Educators play a pivotal role in successful online learning. Teachers should have a robust understanding of how giftedness affects GT students’ academic performance, achievement, and their mental health. Successful engagement in online learning is predicated on student behaviors involving attendance, participation, and presence as well as how enjoyable and interesting they find the content presented (Ronksley-Pavia & Neumann, 2020). Communication is a key factor in the success of online learning. Progress monitoring, facilitation of building relationships with other students, and one-on-one communication are all important (Luna, 2022). Teachers can provide flexibility in online learning taking into consideration when and where learning takes place, student choice and voice, openness to self-directed learning, and personalization of content and instruction.

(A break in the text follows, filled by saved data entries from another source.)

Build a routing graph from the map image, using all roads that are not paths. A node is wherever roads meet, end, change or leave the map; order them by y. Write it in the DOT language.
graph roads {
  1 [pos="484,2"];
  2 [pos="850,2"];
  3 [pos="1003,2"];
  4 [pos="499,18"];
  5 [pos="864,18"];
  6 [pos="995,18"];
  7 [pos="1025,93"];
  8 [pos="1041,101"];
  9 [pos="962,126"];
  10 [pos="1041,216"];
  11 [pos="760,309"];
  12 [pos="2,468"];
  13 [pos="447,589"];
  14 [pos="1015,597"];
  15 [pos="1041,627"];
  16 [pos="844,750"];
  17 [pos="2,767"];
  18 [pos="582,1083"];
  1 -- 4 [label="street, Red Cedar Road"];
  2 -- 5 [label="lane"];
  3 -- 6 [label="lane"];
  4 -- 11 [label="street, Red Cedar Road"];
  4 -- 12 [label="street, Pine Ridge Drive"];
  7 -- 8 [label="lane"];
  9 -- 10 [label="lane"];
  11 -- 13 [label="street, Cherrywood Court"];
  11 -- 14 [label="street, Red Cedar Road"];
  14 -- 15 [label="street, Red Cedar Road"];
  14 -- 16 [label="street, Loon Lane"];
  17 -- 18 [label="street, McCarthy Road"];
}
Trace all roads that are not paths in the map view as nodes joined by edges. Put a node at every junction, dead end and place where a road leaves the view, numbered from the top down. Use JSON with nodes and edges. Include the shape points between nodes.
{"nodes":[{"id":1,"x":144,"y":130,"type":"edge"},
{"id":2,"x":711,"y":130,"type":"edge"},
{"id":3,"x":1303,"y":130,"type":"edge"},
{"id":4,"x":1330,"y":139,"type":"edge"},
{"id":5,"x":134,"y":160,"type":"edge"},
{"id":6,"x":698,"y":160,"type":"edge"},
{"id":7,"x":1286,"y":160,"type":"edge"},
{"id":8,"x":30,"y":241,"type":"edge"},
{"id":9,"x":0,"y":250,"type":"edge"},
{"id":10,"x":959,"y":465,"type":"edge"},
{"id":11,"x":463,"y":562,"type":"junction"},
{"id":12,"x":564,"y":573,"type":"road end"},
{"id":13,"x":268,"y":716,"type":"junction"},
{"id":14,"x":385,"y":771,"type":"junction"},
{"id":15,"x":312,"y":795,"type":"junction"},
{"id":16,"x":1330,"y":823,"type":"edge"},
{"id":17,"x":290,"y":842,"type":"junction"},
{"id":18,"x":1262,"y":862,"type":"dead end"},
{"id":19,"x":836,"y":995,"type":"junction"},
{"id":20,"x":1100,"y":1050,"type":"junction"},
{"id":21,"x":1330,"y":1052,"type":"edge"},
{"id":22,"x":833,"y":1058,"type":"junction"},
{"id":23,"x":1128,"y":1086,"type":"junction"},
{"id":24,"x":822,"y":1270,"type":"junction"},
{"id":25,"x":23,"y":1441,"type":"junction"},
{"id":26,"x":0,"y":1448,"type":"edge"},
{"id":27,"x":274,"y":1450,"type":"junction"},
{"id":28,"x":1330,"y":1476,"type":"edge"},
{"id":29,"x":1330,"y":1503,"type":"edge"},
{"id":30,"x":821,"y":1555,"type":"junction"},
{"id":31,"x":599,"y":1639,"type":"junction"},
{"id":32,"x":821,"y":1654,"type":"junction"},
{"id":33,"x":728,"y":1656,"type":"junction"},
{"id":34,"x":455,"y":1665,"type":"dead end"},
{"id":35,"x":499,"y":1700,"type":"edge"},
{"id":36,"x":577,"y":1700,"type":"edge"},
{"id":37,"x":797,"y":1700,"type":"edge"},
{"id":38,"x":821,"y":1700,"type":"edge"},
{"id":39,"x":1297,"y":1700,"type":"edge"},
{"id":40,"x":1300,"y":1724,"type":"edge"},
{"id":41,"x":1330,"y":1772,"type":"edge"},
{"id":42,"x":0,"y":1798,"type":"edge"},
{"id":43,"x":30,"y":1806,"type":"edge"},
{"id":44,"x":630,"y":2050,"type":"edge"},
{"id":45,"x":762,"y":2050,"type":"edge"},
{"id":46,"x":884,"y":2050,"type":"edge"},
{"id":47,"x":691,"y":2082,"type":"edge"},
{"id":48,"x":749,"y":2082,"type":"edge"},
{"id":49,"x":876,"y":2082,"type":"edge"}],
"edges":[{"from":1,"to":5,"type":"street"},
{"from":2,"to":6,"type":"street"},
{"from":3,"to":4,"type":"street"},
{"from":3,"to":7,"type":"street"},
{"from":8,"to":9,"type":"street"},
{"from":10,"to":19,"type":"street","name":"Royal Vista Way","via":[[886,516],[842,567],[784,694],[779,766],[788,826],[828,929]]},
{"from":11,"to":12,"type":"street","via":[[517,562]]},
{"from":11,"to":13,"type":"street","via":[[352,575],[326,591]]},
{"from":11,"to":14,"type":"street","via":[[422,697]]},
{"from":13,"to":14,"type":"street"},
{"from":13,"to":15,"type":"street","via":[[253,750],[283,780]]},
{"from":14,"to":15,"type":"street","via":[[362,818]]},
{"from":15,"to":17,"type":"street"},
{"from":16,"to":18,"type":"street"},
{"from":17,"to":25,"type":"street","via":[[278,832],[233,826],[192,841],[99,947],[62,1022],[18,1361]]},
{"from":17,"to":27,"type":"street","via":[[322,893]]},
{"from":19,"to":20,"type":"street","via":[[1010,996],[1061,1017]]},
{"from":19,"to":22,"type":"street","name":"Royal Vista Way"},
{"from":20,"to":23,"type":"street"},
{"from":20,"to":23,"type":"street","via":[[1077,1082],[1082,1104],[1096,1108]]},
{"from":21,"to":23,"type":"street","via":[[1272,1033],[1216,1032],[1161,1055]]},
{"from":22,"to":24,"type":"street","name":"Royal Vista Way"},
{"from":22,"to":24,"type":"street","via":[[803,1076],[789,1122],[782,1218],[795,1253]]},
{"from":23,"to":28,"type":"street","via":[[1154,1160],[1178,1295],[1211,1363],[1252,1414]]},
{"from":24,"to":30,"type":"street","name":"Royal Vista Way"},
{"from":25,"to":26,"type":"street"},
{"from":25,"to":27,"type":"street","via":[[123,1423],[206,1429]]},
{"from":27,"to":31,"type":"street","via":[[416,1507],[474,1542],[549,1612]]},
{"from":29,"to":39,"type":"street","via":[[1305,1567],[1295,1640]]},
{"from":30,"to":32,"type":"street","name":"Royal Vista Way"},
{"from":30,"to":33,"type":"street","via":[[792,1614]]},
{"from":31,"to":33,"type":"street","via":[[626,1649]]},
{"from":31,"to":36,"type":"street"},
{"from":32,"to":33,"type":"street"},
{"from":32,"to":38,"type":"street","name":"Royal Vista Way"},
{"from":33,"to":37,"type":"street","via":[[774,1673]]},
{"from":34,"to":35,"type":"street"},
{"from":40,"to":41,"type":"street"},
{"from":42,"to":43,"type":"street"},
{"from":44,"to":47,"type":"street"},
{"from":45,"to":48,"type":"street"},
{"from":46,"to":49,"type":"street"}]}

The past few years have been an intensive experiment on what works best in online learning due to the Pandemic. For far too many, it was like showing up at the School Science Fair having done your whole project the night before. What distinguishes great learning models online is how well they integrate tech; the availability of tech; and the competency of educators’ use of tech to facilitate learning. Online learning is a great place to provide enrichment, the blending of online with in-person instruction, and distance learning when appropriate.

An enrichment model is well-suited to online learning as it provides access to an expansive reservoir of information and resources. It can be used alone or in the classroom to supplement traditional learning or even during RTI sessions. Distance learning as an alternative to in-person instruction can be a great online learning model when students cannot be in class due to geographic location (of the student or place of learning) or physical limitations.

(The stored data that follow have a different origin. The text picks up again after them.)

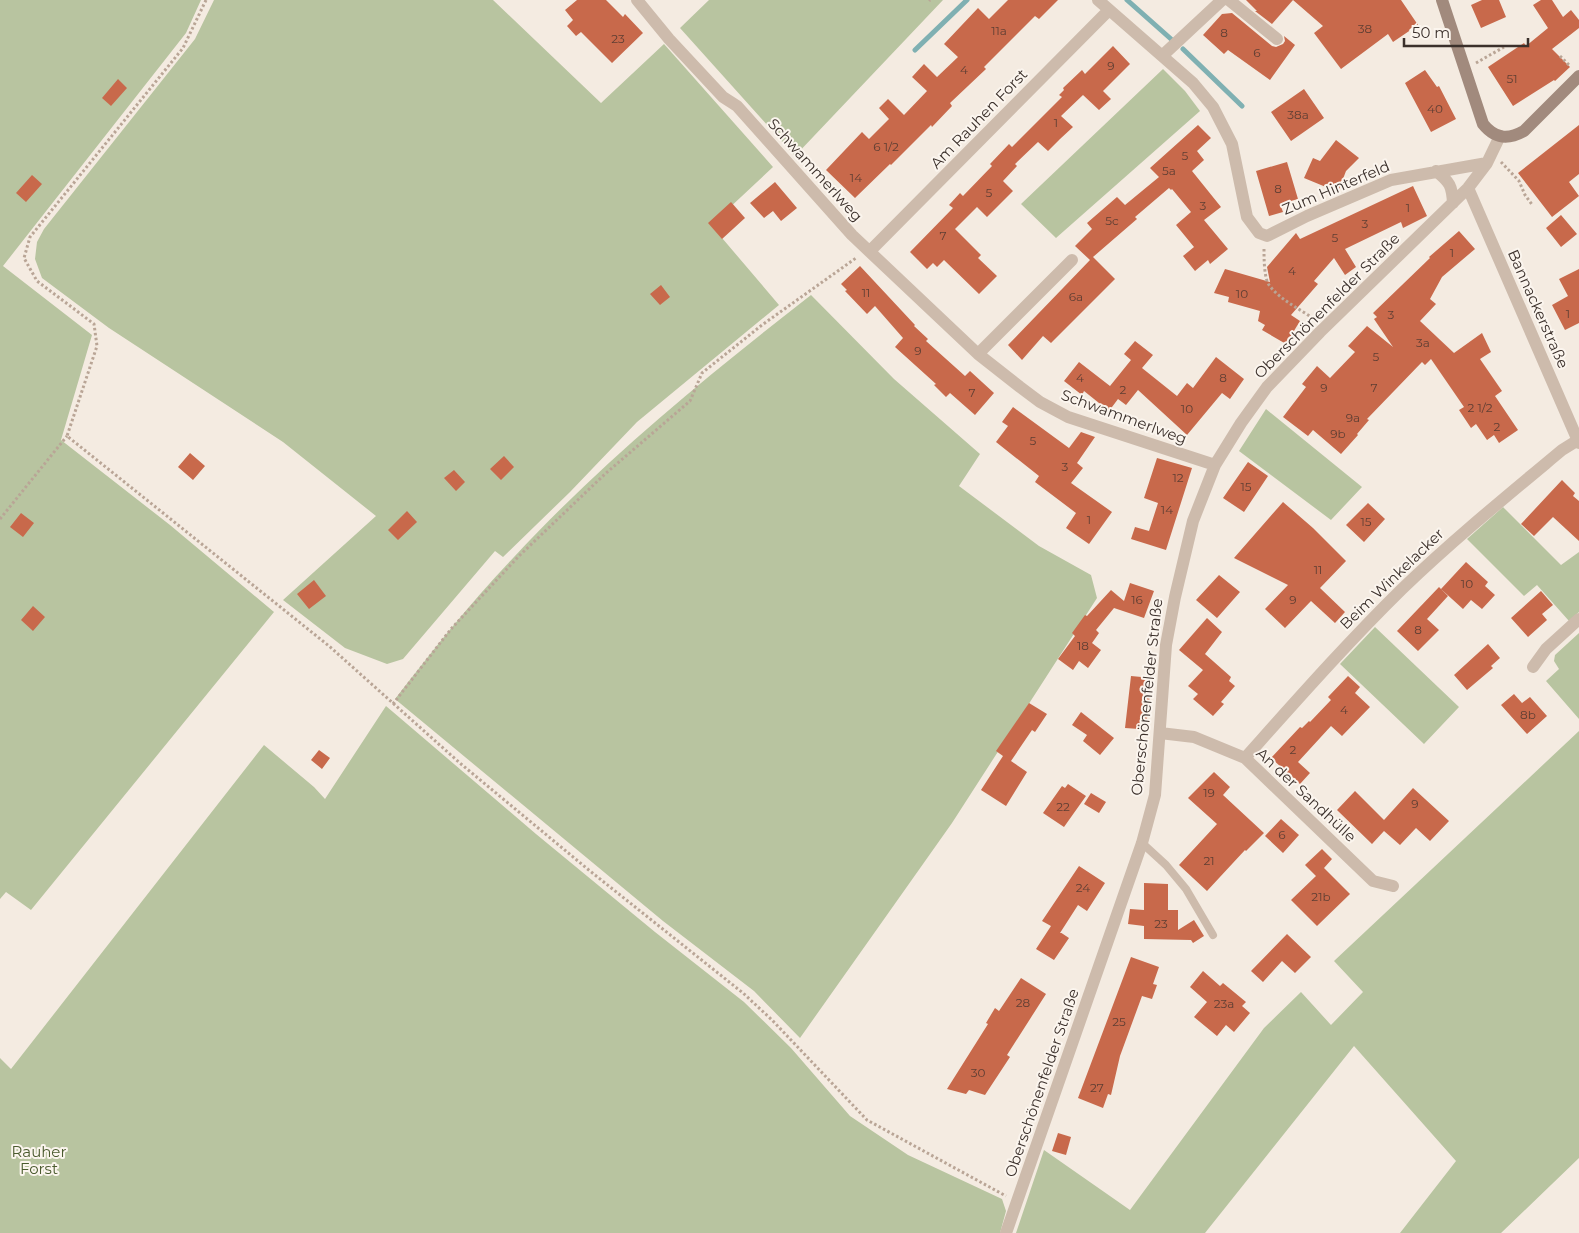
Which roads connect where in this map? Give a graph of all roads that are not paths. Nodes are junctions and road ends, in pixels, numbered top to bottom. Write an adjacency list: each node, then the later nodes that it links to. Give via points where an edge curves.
1 (636, 0): 15 (street, Schwammerlweg, via 723,97 737,106)
2 (1098, 0): 6 (street)
3 (1222, 0): 8 (street)
4 (1229, 0): 7 (street)
5 (1442, 0): 10 (street, via 1482,124 1489,132)
6 (1109, 10): 8 (street); 15 (street, Am Rauhen Forst)
7 (1277, 39)
8 (1162, 56): 12 (street, Zum Hinterfeld, via 1193,83 1213,107 1232,144 1247,216 1263,234 1391,180)
9 (1579, 76): 10 (street, via 1524,132 1514,137)
10 (1500, 136): 11 (street, Oberschönenfelder Straße)
11 (1490, 157): 12 (street, Zum Hinterfeld); 13 (street, Oberschönenfelder Straße)
12 (1436, 171): 14 (street, via 1452,187)
13 (1468, 188): 14 (street, Oberschönenfelder Straße); 18 (street, Bannackerstraße)
14 (1453, 204): 19 (street, Oberschönenfelder Straße, via 1325,327 1267,388 1241,422)
15 (870, 251): 17 (street, Schwammerlweg)
16 (1072, 260): 17 (street)
17 (978, 354): 19 (street, Schwammerlweg, via 1040,402 1068,417)
18 (1578, 442): 23 (street, Beim Winkelacker, via 1562,450 1464,531 1403,588)
19 (1215, 465): 22 (street, Oberschönenfelder Straße, via 1193,521 1178,579 1166,645)
20 (1579, 619): 21 (street, via 1546,649)
21 (1534, 667)
22 (1160, 733): 23 (street, An der Sandhülle, via 1194,738); 24 (street, Oberschönenfelder Straße, via 1155,795)
23 (1245, 758): 25 (street, An der Sandhülle, via 1373,881)
24 (1142, 843): 26 (lane, via 1186,889); 27 (street, Oberschönenfelder Straße)
25 (1393, 886)
26 (1213, 934)
27 (1006, 1233)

How can tech integration help GT & advanced learners to shine? Tech integration when done right can enhance, enrich, and differentiate learning for GT and advanced learners. It can showcase ability not always revealed in a traditional classroom setting. When GT and advanced students engage in online learning, they should have an opportunity to shine. It does little good to upload lessons normally taught in the classroom which aren’t enhanced through technology to improve learning. Educators need to constantly review their use of tech in online settings and insure that what they are doing for their GT students is providing opportunities to enhance critical thinking skills and ways to think more deeply about the content. Online learning needs to be engaging and make use of innovative approaches to tech which promotes higher order thinking and is purposeful in the lives of students.

Underachievement for GT and advanced learners in an online environment can be a real concern. This often happens when learning needs are not being met; followed by disengagement and ultimately, underachievement. Educators should look at a student’s behavioral, affective, social, and cognitive engagement which encompasses participation, attitude towards learning, involvement with peers & teachers, and self-regulation. Designing successful online learning experiences for GT and advanced learners which minimizes underachievement should consider the work of Betts & Neihart’s six gifted learner profiles and their guiding principles for each one.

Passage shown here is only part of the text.